» TASK DETAILS: Give back the data exactly, with no images.
DATA Block Start
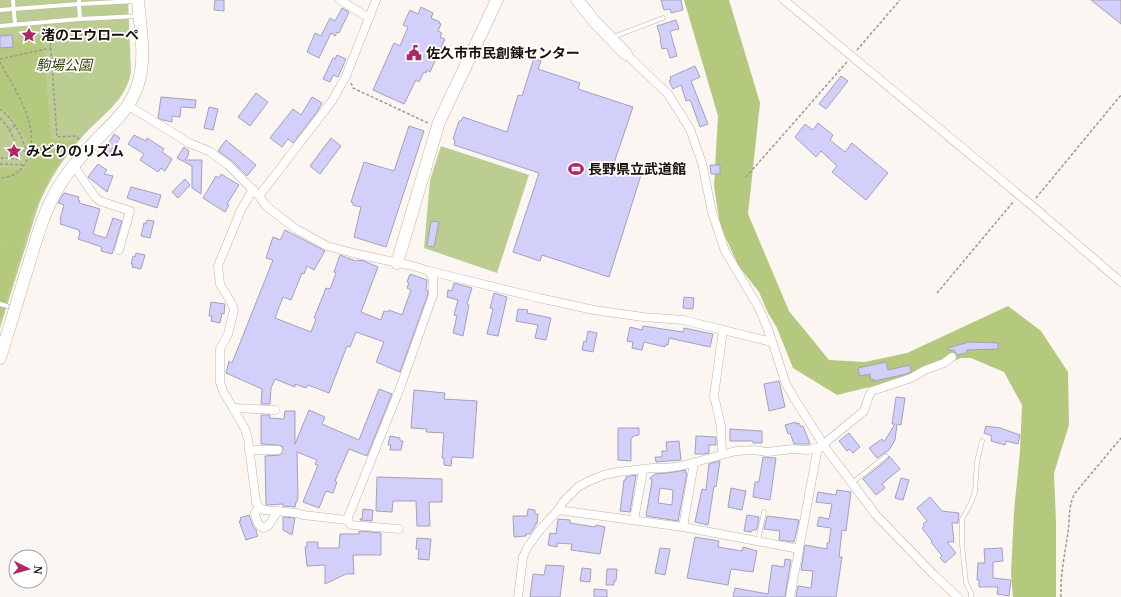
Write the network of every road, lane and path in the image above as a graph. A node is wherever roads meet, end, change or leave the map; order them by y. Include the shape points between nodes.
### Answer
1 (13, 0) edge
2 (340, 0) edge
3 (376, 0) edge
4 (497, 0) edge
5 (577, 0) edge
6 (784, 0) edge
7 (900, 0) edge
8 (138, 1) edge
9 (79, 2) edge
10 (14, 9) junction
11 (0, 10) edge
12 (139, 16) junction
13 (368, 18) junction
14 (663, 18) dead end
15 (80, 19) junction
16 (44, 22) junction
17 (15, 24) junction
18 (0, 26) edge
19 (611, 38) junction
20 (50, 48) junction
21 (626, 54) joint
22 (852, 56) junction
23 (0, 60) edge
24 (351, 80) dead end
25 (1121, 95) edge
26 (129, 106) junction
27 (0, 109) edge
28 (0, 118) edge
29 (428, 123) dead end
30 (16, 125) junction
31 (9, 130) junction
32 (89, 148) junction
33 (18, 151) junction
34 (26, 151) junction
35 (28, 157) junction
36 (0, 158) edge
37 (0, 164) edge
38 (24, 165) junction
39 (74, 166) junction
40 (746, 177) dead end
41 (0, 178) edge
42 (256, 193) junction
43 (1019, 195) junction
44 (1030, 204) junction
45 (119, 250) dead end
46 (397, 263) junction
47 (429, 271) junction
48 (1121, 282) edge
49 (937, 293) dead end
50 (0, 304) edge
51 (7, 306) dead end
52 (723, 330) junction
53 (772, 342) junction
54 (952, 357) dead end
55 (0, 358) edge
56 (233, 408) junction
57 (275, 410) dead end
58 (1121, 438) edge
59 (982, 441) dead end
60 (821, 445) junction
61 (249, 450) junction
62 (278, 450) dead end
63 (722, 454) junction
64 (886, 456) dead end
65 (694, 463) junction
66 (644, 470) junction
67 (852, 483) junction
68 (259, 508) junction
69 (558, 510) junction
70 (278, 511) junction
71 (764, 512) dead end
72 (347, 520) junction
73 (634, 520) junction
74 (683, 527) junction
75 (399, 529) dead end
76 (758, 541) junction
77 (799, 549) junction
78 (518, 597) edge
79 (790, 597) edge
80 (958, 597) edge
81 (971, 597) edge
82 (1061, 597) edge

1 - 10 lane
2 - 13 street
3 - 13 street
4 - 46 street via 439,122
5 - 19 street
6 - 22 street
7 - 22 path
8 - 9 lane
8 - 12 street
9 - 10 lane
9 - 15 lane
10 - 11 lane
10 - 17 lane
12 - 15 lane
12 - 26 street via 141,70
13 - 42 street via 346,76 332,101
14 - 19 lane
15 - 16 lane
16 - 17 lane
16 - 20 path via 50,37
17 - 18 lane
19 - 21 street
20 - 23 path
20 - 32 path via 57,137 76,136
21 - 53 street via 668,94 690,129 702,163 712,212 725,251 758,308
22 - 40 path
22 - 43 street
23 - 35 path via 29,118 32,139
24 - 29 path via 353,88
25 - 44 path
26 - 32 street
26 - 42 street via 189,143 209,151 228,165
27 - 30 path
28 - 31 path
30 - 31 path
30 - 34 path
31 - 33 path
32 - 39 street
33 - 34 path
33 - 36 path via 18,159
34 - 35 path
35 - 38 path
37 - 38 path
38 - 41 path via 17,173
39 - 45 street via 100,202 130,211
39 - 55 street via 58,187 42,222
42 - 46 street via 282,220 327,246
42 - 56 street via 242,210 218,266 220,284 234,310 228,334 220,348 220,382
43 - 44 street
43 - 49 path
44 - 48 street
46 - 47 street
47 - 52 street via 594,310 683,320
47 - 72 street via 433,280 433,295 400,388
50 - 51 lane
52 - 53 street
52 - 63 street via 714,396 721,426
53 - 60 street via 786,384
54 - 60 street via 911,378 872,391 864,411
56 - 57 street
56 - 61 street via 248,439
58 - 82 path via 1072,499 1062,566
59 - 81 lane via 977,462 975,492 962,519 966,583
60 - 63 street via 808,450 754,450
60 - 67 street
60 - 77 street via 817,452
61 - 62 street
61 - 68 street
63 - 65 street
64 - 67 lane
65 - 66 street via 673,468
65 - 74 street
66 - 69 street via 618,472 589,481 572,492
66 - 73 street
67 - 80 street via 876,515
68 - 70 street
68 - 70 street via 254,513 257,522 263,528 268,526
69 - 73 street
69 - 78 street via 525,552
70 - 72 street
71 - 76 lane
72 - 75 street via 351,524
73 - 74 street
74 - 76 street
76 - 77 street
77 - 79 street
DATA Block End
» TASK SOLUTION:
Write the network of every road, lane and path in the image above as a graph. A node is wherever roads meet, end, change or leave the map; order them by y. Include the shape points between nodes.
### Answer
1 (13, 0) edge
2 (340, 0) edge
3 (376, 0) edge
4 (497, 0) edge
5 (577, 0) edge
6 (784, 0) edge
7 (900, 0) edge
8 (138, 1) edge
9 (79, 2) edge
10 (14, 9) junction
11 (0, 10) edge
12 (139, 16) junction
13 (368, 18) junction
14 (663, 18) dead end
15 (80, 19) junction
16 (44, 22) junction
17 (15, 24) junction
18 (0, 26) edge
19 (611, 38) junction
20 (50, 48) junction
21 (626, 54) joint
22 (852, 56) junction
23 (0, 60) edge
24 (351, 80) dead end
25 (1121, 95) edge
26 (129, 106) junction
27 (0, 109) edge
28 (0, 118) edge
29 (428, 123) dead end
30 (16, 125) junction
31 (9, 130) junction
32 (89, 148) junction
33 (18, 151) junction
34 (26, 151) junction
35 (28, 157) junction
36 (0, 158) edge
37 (0, 164) edge
38 (24, 165) junction
39 (74, 166) junction
40 (746, 177) dead end
41 (0, 178) edge
42 (256, 193) junction
43 (1019, 195) junction
44 (1030, 204) junction
45 (119, 250) dead end
46 (397, 263) junction
47 (429, 271) junction
48 (1121, 282) edge
49 (937, 293) dead end
50 (0, 304) edge
51 (7, 306) dead end
52 (723, 330) junction
53 (772, 342) junction
54 (952, 357) dead end
55 (0, 358) edge
56 (233, 408) junction
57 (275, 410) dead end
58 (1121, 438) edge
59 (982, 441) dead end
60 (821, 445) junction
61 (249, 450) junction
62 (278, 450) dead end
63 (722, 454) junction
64 (886, 456) dead end
65 (694, 463) junction
66 (644, 470) junction
67 (852, 483) junction
68 (259, 508) junction
69 (558, 510) junction
70 (278, 511) junction
71 (764, 512) dead end
72 (347, 520) junction
73 (634, 520) junction
74 (683, 527) junction
75 (399, 529) dead end
76 (758, 541) junction
77 (799, 549) junction
78 (518, 597) edge
79 (790, 597) edge
80 (958, 597) edge
81 (971, 597) edge
82 (1061, 597) edge

1 - 10 lane
2 - 13 street
3 - 13 street
4 - 46 street via 439,122
5 - 19 street
6 - 22 street
7 - 22 path
8 - 9 lane
8 - 12 street
9 - 10 lane
9 - 15 lane
10 - 11 lane
10 - 17 lane
12 - 15 lane
12 - 26 street via 141,70
13 - 42 street via 346,76 332,101
14 - 19 lane
15 - 16 lane
16 - 17 lane
16 - 20 path via 50,37
17 - 18 lane
19 - 21 street
20 - 23 path
20 - 32 path via 57,137 76,136
21 - 53 street via 668,94 690,129 702,163 712,212 725,251 758,308
22 - 40 path
22 - 43 street
23 - 35 path via 29,118 32,139
24 - 29 path via 353,88
25 - 44 path
26 - 32 street
26 - 42 street via 189,143 209,151 228,165
27 - 30 path
28 - 31 path
30 - 31 path
30 - 34 path
31 - 33 path
32 - 39 street
33 - 34 path
33 - 36 path via 18,159
34 - 35 path
35 - 38 path
37 - 38 path
38 - 41 path via 17,173
39 - 45 street via 100,202 130,211
39 - 55 street via 58,187 42,222
42 - 46 street via 282,220 327,246
42 - 56 street via 242,210 218,266 220,284 234,310 228,334 220,348 220,382
43 - 44 street
43 - 49 path
44 - 48 street
46 - 47 street
47 - 52 street via 594,310 683,320
47 - 72 street via 433,280 433,295 400,388
50 - 51 lane
52 - 53 street
52 - 63 street via 714,396 721,426
53 - 60 street via 786,384
54 - 60 street via 911,378 872,391 864,411
56 - 57 street
56 - 61 street via 248,439
58 - 82 path via 1072,499 1062,566
59 - 81 lane via 977,462 975,492 962,519 966,583
60 - 63 street via 808,450 754,450
60 - 67 street
60 - 77 street via 817,452
61 - 62 street
61 - 68 street
63 - 65 street
64 - 67 lane
65 - 66 street via 673,468
65 - 74 street
66 - 69 street via 618,472 589,481 572,492
66 - 73 street
67 - 80 street via 876,515
68 - 70 street
68 - 70 street via 254,513 257,522 263,528 268,526
69 - 73 street
69 - 78 street via 525,552
70 - 72 street
71 - 76 lane
72 - 75 street via 351,524
73 - 74 street
74 - 76 street
76 - 77 street
77 - 79 street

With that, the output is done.